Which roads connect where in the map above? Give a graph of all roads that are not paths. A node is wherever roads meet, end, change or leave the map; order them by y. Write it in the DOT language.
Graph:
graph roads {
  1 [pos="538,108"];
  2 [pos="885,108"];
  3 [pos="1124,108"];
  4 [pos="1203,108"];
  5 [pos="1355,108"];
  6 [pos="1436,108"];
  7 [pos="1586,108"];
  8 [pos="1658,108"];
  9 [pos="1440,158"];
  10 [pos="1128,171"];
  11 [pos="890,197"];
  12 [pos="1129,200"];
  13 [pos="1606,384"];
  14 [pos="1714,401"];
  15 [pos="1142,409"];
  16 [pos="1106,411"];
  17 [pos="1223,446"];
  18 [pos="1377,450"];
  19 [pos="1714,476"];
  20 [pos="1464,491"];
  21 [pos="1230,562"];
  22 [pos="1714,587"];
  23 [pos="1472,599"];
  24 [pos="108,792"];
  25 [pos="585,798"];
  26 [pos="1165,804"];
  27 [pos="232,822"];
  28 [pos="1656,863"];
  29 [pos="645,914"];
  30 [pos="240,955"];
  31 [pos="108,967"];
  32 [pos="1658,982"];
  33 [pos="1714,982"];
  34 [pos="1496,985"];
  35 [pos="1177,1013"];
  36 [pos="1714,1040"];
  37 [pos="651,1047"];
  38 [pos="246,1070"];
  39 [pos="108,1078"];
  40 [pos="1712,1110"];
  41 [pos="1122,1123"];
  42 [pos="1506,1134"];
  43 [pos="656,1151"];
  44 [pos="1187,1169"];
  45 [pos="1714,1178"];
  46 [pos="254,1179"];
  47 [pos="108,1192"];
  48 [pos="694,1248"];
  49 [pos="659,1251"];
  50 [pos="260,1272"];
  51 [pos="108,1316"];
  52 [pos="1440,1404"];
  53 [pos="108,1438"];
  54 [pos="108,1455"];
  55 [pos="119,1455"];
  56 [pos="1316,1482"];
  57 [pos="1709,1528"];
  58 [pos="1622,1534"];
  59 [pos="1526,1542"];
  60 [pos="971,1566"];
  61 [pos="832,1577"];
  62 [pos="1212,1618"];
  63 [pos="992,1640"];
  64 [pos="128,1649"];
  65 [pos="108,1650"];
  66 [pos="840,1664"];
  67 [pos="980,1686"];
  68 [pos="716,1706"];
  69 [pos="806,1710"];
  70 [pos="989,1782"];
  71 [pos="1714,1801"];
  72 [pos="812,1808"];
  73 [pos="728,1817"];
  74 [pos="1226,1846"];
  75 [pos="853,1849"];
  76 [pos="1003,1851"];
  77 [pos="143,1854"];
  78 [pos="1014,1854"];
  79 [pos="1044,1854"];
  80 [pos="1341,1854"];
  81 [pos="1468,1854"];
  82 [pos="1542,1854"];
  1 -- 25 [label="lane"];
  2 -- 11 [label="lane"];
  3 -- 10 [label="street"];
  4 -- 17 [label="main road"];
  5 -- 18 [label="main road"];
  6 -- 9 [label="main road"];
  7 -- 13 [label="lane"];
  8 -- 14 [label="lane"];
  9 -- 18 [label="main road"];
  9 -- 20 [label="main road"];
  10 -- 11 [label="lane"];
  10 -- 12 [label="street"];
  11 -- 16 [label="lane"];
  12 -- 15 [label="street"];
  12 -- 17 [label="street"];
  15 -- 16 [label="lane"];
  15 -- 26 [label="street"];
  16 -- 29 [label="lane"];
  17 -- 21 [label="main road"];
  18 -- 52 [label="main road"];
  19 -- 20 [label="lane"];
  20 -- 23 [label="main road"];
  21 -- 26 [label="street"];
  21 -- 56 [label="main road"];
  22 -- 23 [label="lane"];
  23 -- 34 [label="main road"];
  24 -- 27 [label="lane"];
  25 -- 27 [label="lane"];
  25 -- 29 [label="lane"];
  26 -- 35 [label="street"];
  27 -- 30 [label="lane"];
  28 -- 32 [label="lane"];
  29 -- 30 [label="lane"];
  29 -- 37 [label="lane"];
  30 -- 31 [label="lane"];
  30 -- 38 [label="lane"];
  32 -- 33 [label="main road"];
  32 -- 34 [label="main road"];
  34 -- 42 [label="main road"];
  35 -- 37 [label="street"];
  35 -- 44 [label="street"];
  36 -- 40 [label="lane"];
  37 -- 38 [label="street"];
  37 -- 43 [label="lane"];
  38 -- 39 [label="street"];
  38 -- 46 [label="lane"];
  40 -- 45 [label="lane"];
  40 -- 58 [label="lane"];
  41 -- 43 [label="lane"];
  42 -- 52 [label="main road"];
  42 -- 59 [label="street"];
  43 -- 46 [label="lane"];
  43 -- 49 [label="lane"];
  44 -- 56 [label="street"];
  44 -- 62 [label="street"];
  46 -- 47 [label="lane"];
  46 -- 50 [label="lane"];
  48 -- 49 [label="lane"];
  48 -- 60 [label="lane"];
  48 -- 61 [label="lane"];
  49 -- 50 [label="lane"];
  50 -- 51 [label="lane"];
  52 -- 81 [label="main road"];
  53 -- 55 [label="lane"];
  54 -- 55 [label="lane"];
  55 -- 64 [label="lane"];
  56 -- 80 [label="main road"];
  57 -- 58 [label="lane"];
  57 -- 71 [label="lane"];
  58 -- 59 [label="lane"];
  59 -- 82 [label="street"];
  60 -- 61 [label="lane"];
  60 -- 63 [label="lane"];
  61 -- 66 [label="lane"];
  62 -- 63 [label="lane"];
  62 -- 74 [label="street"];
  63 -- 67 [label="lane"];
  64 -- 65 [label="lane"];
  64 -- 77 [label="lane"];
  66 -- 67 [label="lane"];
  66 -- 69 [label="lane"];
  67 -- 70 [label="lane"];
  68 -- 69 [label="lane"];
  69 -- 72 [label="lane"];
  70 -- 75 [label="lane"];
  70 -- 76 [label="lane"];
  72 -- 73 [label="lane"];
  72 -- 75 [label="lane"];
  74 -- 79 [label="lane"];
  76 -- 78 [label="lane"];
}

§ §

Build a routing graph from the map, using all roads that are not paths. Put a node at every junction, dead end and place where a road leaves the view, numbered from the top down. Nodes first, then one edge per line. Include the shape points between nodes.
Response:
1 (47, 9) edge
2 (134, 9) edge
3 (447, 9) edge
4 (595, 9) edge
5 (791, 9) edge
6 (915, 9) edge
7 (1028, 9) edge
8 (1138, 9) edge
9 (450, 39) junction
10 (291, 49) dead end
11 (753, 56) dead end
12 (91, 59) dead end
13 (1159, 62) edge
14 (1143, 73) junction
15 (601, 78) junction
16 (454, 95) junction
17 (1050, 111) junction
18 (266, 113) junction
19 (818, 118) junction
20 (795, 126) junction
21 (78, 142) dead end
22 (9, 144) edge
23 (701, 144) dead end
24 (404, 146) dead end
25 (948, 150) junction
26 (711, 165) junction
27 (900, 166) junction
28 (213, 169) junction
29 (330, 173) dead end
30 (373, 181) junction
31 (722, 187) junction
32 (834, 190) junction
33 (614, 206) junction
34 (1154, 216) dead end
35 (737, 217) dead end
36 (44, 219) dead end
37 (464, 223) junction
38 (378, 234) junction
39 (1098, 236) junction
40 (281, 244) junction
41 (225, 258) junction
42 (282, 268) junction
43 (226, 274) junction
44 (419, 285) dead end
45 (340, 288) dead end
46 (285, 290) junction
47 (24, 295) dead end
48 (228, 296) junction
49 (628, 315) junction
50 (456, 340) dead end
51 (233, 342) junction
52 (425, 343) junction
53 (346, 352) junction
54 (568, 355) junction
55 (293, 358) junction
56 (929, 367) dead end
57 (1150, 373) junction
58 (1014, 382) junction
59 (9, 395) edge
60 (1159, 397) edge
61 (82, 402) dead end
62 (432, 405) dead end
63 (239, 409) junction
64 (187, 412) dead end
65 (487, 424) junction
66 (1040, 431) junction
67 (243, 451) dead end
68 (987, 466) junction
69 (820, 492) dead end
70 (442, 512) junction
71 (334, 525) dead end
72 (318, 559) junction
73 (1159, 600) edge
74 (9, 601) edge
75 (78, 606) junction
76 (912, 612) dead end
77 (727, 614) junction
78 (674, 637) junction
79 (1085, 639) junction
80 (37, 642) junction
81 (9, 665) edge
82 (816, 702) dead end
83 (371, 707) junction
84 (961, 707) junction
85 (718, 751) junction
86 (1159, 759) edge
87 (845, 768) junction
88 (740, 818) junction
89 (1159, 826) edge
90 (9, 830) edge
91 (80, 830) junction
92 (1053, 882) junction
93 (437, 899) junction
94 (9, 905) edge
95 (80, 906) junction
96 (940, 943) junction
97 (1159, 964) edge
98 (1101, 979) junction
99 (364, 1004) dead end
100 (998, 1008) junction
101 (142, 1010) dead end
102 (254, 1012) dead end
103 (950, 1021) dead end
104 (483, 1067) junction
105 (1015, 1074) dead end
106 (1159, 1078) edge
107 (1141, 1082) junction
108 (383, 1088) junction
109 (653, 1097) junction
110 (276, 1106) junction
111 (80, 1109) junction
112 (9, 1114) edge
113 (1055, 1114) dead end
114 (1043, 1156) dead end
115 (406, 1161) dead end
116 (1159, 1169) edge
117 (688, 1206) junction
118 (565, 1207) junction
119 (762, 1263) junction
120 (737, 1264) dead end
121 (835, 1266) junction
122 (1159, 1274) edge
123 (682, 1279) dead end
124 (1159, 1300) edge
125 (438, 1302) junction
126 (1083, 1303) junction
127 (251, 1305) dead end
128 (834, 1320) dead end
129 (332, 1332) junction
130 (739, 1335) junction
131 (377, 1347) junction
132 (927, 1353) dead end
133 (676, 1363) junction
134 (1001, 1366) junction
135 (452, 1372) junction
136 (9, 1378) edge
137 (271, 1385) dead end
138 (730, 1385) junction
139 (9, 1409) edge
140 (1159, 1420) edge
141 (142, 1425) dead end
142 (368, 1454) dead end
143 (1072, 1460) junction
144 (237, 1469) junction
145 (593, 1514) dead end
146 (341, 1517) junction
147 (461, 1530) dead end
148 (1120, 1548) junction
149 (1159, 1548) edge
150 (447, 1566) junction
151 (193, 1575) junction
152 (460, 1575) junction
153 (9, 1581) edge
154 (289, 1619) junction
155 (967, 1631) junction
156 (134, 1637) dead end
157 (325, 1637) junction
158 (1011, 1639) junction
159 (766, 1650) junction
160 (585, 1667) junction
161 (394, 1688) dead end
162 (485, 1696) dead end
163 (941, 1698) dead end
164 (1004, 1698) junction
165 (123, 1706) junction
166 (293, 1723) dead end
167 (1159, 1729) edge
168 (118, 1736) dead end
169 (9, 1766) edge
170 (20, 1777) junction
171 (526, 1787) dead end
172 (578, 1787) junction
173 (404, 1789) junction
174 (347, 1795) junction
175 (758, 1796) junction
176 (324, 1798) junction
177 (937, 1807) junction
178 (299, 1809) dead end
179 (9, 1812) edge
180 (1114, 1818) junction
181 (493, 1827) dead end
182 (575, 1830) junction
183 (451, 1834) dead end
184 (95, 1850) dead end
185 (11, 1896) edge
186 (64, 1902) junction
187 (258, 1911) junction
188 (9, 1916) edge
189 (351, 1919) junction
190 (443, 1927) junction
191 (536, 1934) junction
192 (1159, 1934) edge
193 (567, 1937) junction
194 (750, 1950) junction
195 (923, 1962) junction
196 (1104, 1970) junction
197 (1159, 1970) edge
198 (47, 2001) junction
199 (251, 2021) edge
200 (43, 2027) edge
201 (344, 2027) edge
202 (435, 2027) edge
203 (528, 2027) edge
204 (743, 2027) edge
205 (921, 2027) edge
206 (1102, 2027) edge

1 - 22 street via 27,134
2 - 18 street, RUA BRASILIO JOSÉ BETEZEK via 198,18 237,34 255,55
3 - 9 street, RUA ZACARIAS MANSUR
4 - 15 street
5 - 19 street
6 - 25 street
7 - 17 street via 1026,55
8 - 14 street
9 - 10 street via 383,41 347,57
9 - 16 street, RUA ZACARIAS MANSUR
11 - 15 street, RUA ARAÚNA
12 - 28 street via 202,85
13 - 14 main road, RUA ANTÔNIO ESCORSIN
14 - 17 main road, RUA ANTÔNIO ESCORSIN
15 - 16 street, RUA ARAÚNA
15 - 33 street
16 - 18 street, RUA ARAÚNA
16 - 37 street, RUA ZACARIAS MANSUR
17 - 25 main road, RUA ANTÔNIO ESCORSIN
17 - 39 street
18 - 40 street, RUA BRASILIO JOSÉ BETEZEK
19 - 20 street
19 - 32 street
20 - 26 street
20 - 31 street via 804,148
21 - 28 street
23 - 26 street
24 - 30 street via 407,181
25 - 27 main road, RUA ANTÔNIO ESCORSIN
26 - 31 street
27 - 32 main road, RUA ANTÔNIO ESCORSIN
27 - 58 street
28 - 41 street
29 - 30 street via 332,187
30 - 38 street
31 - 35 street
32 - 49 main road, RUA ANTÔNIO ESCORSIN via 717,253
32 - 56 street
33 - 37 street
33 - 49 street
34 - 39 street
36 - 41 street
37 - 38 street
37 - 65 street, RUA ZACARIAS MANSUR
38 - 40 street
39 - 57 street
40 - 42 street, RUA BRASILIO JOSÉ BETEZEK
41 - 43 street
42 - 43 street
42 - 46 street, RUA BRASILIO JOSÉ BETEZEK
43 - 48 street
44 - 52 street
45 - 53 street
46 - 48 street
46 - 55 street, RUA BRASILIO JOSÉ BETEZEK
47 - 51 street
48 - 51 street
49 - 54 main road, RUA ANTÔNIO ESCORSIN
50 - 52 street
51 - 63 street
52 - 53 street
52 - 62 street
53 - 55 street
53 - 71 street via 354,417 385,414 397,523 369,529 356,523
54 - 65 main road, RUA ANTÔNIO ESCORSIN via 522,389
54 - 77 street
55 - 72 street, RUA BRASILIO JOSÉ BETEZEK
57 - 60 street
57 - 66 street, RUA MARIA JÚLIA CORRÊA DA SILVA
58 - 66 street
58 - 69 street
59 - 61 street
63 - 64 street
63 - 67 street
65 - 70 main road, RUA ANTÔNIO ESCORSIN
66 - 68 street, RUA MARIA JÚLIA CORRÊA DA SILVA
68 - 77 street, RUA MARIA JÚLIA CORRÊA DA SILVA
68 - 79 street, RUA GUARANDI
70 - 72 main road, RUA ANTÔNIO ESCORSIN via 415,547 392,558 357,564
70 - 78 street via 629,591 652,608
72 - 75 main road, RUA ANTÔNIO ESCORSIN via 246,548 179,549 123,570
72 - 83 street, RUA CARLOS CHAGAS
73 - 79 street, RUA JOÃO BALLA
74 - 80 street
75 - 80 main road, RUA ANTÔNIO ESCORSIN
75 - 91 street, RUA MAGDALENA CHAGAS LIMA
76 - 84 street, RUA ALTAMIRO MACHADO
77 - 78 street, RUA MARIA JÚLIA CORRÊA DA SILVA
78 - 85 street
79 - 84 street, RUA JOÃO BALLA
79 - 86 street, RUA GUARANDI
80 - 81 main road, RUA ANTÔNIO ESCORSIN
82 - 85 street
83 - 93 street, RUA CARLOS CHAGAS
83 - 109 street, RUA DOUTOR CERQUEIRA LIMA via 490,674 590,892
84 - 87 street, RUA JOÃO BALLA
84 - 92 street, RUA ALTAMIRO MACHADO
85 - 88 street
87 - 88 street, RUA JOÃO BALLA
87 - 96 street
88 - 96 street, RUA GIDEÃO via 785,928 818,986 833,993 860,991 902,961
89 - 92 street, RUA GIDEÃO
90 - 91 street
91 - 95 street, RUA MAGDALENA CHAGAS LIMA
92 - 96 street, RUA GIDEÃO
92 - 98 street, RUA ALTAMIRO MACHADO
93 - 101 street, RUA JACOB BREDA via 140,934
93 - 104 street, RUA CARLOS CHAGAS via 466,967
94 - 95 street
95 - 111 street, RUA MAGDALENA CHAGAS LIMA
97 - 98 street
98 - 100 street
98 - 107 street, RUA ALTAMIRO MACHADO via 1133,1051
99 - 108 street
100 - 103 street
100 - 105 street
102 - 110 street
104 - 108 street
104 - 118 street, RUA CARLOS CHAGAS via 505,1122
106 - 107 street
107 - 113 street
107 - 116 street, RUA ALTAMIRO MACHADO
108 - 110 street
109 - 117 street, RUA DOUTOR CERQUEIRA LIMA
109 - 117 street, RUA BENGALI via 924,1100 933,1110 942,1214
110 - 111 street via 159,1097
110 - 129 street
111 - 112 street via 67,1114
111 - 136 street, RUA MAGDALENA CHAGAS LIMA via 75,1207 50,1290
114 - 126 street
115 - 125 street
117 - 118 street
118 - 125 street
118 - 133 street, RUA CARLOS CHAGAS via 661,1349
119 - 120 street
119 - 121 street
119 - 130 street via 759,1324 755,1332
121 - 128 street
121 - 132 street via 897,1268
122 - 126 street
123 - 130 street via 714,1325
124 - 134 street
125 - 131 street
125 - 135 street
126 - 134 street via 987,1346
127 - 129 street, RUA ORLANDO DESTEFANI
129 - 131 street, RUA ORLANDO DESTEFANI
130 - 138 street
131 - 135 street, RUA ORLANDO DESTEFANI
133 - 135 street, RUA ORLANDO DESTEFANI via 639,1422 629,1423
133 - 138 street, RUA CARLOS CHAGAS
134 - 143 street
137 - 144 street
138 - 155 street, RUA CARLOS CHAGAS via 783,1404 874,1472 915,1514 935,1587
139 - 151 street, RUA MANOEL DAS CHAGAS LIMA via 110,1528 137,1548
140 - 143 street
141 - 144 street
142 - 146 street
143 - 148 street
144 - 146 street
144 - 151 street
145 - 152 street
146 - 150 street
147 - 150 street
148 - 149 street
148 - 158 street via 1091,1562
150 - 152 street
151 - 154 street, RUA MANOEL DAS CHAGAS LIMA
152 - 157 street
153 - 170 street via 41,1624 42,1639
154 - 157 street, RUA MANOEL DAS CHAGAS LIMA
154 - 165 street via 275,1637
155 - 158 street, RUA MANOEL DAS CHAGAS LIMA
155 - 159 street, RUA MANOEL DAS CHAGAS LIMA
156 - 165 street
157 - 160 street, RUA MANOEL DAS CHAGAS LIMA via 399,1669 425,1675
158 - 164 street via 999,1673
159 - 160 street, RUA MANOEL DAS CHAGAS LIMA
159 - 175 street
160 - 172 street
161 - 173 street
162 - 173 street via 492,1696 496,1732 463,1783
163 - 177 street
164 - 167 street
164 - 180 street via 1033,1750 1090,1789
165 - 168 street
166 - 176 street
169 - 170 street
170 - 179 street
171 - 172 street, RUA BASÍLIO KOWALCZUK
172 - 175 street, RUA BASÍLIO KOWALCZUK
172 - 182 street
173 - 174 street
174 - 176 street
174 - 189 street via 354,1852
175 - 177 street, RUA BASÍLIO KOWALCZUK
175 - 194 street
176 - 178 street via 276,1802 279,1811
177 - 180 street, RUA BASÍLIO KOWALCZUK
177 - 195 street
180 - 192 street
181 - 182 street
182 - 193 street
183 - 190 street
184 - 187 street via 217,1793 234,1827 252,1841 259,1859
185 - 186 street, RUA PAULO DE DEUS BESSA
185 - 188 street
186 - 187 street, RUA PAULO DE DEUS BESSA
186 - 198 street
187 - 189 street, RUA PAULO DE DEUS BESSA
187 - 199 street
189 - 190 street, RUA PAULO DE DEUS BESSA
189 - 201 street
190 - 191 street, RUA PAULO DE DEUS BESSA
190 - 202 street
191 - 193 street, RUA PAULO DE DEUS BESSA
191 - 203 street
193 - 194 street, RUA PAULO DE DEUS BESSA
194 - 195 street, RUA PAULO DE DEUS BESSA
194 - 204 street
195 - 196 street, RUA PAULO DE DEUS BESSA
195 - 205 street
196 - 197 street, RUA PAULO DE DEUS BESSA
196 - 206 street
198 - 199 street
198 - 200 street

§ §

In the listing above, how many lines include the word "JOSÉ"? Answer with the number and nothing more.

6